É preciso desapego. Mas minhas unhas se desgastam na última tentativa de segurar algo conhecido, que traga segurança, mas são vencidas. Para que segurança afinal? Estou tão cansada que é mais fácil deixar ir. Lutar não significa mais nada além de cicatrizes. E algumas decepções.

Então, mas por falta de alternativa que coragem, eu caio. Pronto. Eu fiz.

Espero tantas emoções controversas,
mas apenas flutuo. É melhor dizer que vôo, ao contrário de cair. Talvez seja mais lento com os apegados. Talvez os livres de espíritos simplesmente voam a jato para suas novas direções.
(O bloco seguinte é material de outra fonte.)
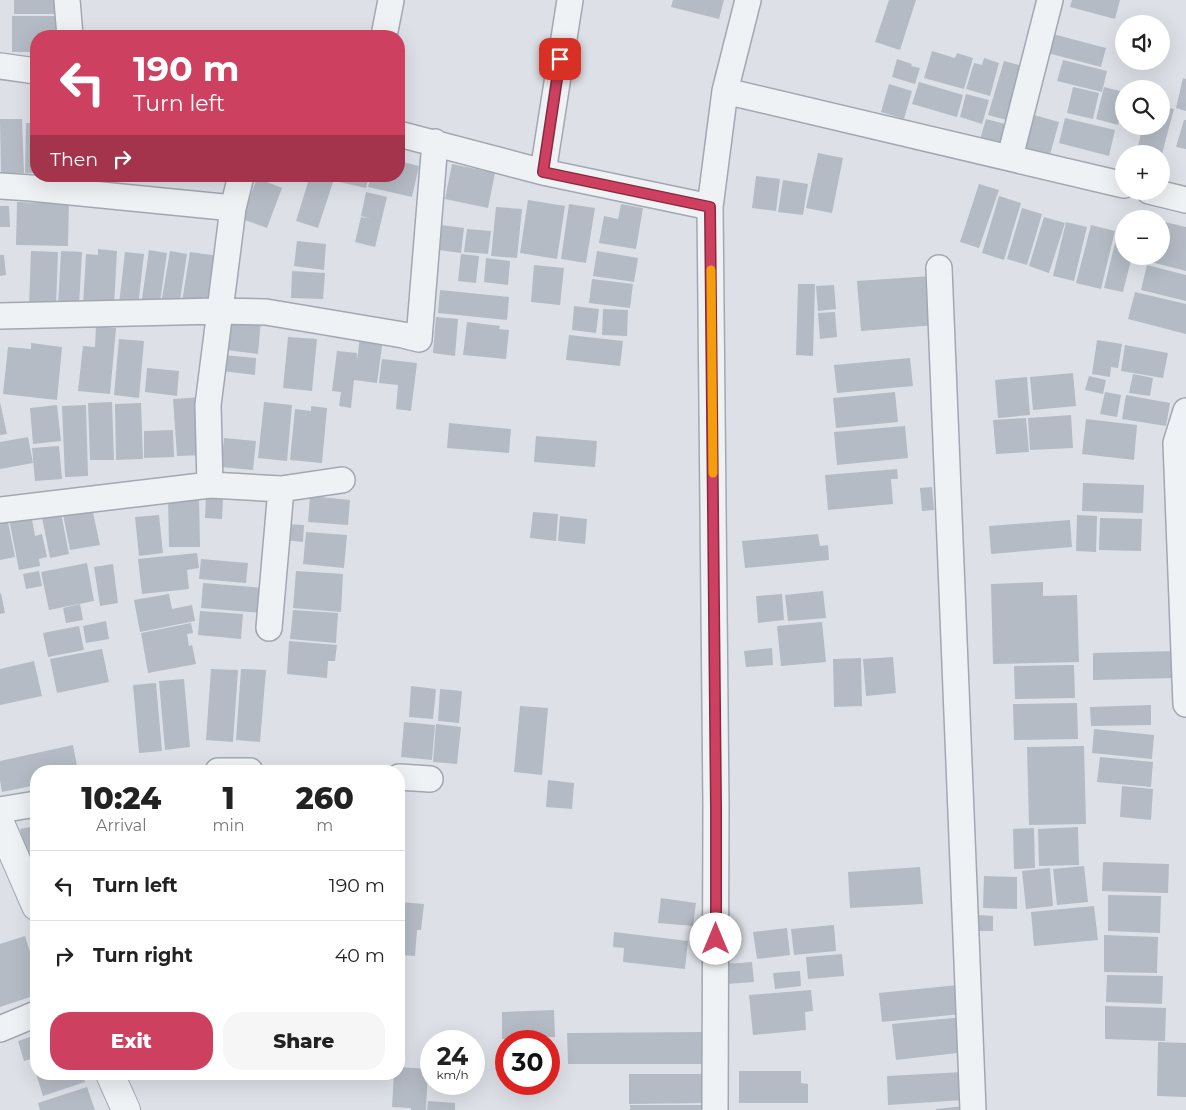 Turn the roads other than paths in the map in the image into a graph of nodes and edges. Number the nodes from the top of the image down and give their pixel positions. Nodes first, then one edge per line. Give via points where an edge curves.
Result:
1 (67, 0) edge
2 (391, 0) edge
3 (570, 0) edge
4 (748, 0) edge
5 (1050, 0) edge
6 (70, 30) edge
7 (385, 30) edge
8 (0, 66) edge
9 (30, 70) edge
10 (725, 91) junction
11 (405, 135) edge
12 (435, 142) junction
13 (1010, 158) junction
14 (543, 172) junction
15 (240, 182) edge
16 (1115, 183) edge
17 (0, 186) edge
18 (1170, 196) edge
19 (1186, 200) edge
20 (710, 207) junction
21 (234, 208) junction
22 (939, 268) dead end
23 (219, 310) junction
24 (0, 316) edge
25 (1186, 411) edge
26 (342, 480) dead end
27 (210, 485) junction
28 (281, 489) junction
29 (0, 510) edge
30 (270, 628) dead end
31 (1186, 704) edge
32 (405, 777) edge
33 (430, 779) dead end
34 (30, 805) edge
35 (0, 810) edge
36 (0, 823) edge
37 (30, 892) edge
38 (30, 1016) edge
39 (0, 1029) edge
40 (113, 1080) edge
41 (126, 1110) edge
42 (715, 1110) edge
43 (974, 1110) edge

1 - 6 street
2 - 7 street
3 - 14 street
4 - 10 street
5 - 13 street
8 - 9 street
10 - 13 street
10 - 20 street
11 - 12 street
12 - 14 street
12 - 23 street via 419,339 266,312
13 - 16 street
14 - 20 street
15 - 21 street
17 - 21 street
18 - 19 street
20 - 42 street via 716,807
21 - 23 street
22 - 43 street
23 - 24 street
23 - 27 street via 208,405
25 - 31 street via 1176,444
26 - 28 street
27 - 28 street
27 - 29 street
28 - 30 street
32 - 33 street
34 - 35 street
36 - 37 street
38 - 39 street
40 - 41 street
Para mim, flutuar já basta.

Surpreendentemente não olho para trás. Nem para baixo. Acredito que não olho para lugar algum. Acho que apenas sinto meu peito e tento entender o que sinto. Medo? Entusiasmo? Ansiedade? Alegria? Saudades? Dúvida? Não, dúvida é a única coisa que sei que não sinto. Eu já havia esgotado todas as minhas possibilidades, esmigalhado todas as minhas tentativas de conquistar estabilidade e alegria onde estava. A única certeza era seguir em frente.

É preciso se reinventar. Juntar pedaços de alguém que já existiu - ou aqueles que sobraram desta pessoa - e misturar de novo, ver seus outros lados, procurar partes escondidas que não havia notado - ou dado importância. Ser de novo. Nascer.

Há quem diga que é simples. Eu pessoalmente acredito que nunca fizeram direito, pois se reinventar dói de uma forma monumental. Muito. Dentro e fora.

Senti com minúcia, cada parte. Coisas são perdidas, pessoas se despedem, ou se despem, e as despedimos. Coisas invisíveis ficam a mostra e não podemos ainda tocar. Às vezes desejamos não as termos visto... Mas estão lá, e não irão embora nunca mais. Apenas esperam pacientemente serem conquistadas.

O mundo muda, ou você o vê de uma forma incrivelmente diferente. Mas não sabe fazer nada com isso. E a dorzinha insiste em voltar. Respira! Você está caindo no precipício da nova vida! Você está se reinventando! Isto não deveria doer!

Disseram que seria lindo e profundo. Inspirador. Que abriria horizontes, mente e possibilidades. Que traria cor e perfume ao que ainda não podia ser visto, mas apenas sentido, antes da coragem fatal. Disseram que você seria plenamente feliz com a sua reinvenção.

Bom, é verdade. Eu sinto que é tudo verdade.

Talvez o problema sejam os meus pedaços. Talvez eu não consiga enxergá-los com clareza. Ou ainda não se encaixem pois faltam partes minhas a desvendar. Ou eu tenho uma imagem final criada que ainda não larguei na queda e me tira da estrada. Ou do prumo.

Pois é. Continuo caindo. Imagens vão se formando, e eu me despeço, logo após cumprimentá-las. Nada ainda ficou. Eu ainda não parei.

É preciso me reinventar. Eu sei.

Mas é ainda mais urgente acreditar, e não desistir de sonhar com o que se quer criar a partir de si mesmo.